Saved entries
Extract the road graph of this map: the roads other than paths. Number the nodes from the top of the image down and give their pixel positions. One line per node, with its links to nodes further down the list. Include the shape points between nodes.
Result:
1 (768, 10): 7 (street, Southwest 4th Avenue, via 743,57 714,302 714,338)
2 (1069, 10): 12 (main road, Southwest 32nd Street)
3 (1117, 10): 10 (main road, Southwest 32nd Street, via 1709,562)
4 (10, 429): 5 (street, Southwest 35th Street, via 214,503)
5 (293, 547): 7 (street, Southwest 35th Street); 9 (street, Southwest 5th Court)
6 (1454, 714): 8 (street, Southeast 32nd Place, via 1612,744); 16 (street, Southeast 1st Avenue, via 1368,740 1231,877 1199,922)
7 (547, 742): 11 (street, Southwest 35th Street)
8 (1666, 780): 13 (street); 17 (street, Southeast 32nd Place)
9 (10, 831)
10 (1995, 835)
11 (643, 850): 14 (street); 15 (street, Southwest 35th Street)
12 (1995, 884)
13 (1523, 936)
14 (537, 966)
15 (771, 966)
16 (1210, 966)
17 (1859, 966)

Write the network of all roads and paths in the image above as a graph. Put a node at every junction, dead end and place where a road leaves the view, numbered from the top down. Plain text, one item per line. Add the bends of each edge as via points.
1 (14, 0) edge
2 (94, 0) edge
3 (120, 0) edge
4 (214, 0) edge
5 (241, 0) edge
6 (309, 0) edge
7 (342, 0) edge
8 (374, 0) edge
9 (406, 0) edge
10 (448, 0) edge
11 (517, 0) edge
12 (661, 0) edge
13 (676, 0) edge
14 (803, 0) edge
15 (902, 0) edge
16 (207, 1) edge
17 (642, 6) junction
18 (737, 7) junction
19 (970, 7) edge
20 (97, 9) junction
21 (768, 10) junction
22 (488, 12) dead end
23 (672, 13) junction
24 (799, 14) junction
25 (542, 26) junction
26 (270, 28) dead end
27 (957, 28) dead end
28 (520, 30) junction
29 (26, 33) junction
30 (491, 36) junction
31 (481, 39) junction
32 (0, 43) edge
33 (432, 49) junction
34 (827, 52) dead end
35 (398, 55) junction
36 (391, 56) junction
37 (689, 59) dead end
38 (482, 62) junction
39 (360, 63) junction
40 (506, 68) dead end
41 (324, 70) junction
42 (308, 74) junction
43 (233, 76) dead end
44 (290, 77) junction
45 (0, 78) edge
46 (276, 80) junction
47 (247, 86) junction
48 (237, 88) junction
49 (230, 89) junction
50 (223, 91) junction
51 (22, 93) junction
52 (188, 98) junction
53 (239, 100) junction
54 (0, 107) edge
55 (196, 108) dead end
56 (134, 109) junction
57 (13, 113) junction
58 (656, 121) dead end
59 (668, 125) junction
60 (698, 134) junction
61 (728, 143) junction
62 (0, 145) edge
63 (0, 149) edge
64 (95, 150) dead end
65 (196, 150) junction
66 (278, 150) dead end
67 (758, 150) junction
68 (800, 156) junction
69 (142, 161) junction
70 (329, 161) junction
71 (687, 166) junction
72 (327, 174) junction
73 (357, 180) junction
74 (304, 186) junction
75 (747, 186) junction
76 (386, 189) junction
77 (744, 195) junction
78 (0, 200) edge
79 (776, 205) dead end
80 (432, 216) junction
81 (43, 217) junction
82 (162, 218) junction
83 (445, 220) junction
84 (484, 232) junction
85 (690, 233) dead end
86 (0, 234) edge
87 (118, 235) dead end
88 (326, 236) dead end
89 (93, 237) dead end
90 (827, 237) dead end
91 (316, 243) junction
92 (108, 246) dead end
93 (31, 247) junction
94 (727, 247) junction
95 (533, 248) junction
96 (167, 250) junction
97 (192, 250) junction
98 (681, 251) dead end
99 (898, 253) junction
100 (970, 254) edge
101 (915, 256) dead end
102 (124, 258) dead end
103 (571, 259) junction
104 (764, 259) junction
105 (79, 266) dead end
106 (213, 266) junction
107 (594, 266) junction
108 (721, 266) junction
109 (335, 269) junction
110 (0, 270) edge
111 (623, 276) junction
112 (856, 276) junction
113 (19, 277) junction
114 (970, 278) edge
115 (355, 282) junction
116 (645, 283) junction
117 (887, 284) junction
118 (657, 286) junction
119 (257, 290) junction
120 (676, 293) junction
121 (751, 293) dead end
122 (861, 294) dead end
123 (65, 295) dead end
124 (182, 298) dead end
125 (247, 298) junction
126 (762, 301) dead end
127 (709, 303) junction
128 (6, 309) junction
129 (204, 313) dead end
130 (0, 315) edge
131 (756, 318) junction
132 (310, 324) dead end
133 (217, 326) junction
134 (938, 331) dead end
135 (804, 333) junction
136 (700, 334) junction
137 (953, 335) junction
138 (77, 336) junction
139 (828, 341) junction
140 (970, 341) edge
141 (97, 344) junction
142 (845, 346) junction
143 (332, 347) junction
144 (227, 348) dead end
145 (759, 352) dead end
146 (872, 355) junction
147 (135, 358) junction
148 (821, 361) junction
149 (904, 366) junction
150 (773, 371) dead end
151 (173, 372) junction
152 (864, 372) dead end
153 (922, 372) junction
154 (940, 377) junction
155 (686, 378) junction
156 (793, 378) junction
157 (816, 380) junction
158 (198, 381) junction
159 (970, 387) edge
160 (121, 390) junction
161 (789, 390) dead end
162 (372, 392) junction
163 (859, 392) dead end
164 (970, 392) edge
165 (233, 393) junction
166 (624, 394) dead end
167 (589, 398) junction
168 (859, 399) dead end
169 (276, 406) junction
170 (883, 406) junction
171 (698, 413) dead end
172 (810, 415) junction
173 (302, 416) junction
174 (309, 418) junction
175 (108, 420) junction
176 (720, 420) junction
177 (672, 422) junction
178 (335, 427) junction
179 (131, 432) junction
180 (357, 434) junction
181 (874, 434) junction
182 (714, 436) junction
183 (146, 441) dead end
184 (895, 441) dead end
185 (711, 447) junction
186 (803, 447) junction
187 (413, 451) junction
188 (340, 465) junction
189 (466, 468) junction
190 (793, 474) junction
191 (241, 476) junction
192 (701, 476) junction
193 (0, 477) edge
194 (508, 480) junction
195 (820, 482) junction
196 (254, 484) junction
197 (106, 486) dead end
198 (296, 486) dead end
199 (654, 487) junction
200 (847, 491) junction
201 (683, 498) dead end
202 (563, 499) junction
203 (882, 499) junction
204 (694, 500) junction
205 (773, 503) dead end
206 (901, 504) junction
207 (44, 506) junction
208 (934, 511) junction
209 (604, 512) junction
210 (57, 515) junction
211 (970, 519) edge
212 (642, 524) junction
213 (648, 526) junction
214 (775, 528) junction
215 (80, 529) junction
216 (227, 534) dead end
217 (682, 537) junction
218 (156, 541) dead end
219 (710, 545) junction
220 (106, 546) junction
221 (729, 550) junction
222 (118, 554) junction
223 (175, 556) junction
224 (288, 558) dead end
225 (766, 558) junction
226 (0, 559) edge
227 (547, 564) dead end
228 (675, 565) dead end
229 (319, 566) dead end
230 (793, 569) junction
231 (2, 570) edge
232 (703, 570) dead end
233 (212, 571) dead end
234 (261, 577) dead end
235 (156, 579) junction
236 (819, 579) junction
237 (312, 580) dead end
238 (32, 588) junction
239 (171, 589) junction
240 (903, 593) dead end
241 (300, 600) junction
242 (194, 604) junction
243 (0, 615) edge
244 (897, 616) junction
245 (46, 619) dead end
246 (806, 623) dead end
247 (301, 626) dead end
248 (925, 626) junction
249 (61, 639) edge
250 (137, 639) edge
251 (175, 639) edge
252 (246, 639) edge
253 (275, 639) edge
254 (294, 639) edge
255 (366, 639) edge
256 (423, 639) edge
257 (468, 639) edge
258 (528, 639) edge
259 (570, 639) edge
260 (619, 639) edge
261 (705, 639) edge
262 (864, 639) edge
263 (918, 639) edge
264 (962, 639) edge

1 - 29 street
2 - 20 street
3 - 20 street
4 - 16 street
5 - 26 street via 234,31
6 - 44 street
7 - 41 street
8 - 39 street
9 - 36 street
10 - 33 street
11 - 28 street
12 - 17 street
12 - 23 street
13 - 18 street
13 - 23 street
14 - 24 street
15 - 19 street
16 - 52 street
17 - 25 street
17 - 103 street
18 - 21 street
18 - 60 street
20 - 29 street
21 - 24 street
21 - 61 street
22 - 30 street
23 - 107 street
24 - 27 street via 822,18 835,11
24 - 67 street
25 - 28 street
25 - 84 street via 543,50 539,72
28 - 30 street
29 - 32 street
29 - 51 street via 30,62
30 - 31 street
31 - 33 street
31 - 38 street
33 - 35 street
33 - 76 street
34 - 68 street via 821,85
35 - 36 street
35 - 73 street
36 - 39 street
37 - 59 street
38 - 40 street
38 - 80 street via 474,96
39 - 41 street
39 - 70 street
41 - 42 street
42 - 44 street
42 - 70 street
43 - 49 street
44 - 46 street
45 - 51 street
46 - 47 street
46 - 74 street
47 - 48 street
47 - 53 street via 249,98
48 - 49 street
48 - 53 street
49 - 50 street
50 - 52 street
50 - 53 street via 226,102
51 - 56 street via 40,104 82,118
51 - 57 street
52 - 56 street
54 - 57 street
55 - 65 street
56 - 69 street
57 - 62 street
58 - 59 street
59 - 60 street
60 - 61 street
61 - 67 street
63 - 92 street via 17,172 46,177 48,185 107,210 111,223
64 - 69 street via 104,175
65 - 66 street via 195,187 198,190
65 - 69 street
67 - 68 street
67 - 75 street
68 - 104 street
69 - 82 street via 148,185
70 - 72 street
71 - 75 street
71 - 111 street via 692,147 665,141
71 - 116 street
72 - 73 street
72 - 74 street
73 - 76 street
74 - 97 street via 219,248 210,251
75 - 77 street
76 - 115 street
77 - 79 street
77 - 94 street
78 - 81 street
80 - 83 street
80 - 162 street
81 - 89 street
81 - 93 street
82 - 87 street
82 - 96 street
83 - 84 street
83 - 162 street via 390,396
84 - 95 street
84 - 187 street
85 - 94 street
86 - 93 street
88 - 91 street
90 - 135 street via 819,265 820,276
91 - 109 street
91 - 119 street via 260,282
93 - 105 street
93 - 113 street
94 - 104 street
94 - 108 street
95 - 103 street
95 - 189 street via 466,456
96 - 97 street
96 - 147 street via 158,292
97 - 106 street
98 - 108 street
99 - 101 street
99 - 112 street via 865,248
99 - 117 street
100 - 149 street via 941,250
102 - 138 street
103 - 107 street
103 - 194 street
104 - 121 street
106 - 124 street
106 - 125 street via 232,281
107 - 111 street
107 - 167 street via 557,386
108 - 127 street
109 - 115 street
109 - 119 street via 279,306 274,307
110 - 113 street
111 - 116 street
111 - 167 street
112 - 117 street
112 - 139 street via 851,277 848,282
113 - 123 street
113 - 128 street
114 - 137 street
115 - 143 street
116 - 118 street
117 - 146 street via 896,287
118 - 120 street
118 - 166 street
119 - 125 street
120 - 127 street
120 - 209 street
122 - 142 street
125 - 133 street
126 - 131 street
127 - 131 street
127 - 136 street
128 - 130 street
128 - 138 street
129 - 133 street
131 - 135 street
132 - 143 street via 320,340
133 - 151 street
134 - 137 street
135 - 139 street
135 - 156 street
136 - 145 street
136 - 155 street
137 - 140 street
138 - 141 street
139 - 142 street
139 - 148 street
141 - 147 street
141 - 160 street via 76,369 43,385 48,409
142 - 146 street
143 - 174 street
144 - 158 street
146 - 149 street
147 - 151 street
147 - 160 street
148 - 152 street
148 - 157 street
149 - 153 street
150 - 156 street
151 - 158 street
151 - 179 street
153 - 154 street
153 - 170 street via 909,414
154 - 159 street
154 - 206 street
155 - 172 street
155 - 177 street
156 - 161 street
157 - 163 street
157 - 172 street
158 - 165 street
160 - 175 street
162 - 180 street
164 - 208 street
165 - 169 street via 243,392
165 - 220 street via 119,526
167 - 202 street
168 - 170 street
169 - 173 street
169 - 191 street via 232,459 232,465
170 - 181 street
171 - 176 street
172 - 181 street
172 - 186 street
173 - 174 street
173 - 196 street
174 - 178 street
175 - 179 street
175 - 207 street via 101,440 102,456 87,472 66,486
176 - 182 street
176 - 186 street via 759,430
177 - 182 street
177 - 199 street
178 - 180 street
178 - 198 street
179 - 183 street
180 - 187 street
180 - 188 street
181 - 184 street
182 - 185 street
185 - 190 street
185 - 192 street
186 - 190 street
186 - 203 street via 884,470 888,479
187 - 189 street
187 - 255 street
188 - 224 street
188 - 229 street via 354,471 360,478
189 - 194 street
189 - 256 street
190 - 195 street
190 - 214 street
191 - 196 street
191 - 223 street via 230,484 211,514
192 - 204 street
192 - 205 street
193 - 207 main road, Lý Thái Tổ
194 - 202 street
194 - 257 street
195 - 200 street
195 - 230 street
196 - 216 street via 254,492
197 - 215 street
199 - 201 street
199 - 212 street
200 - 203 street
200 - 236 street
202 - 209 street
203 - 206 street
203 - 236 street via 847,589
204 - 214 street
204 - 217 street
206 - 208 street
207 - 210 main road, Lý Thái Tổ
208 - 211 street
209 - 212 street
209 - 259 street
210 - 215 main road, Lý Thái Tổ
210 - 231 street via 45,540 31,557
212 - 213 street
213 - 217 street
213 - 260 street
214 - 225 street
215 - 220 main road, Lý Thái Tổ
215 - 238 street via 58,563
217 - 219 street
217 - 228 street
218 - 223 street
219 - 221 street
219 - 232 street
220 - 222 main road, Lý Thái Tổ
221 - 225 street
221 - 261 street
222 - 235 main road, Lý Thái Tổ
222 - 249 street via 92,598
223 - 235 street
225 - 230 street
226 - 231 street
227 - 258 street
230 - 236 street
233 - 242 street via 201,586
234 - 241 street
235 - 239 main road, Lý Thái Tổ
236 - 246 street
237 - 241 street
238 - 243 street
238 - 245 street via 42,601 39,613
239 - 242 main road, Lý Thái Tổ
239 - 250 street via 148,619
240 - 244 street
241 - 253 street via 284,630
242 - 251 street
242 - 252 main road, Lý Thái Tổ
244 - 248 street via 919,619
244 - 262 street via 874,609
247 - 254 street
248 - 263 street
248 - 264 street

**WHAT IS EXPECTED:** Copy all lines above where "image" is present.

**YOUR SOLUTION:**
Extract the road graph of this map: the roads other than paths. Number the nodes from the top of the image down and give their pixel positions. One line per node, with its links to nodes further down the list. Include the shape points between nodes.
Write the network of all roads and paths in the image above as a graph. Put a node at every junction, dead end and place where a road leaves the view, numbered from the top down. Plain text, one item per line. Add the bends of each edge as via points.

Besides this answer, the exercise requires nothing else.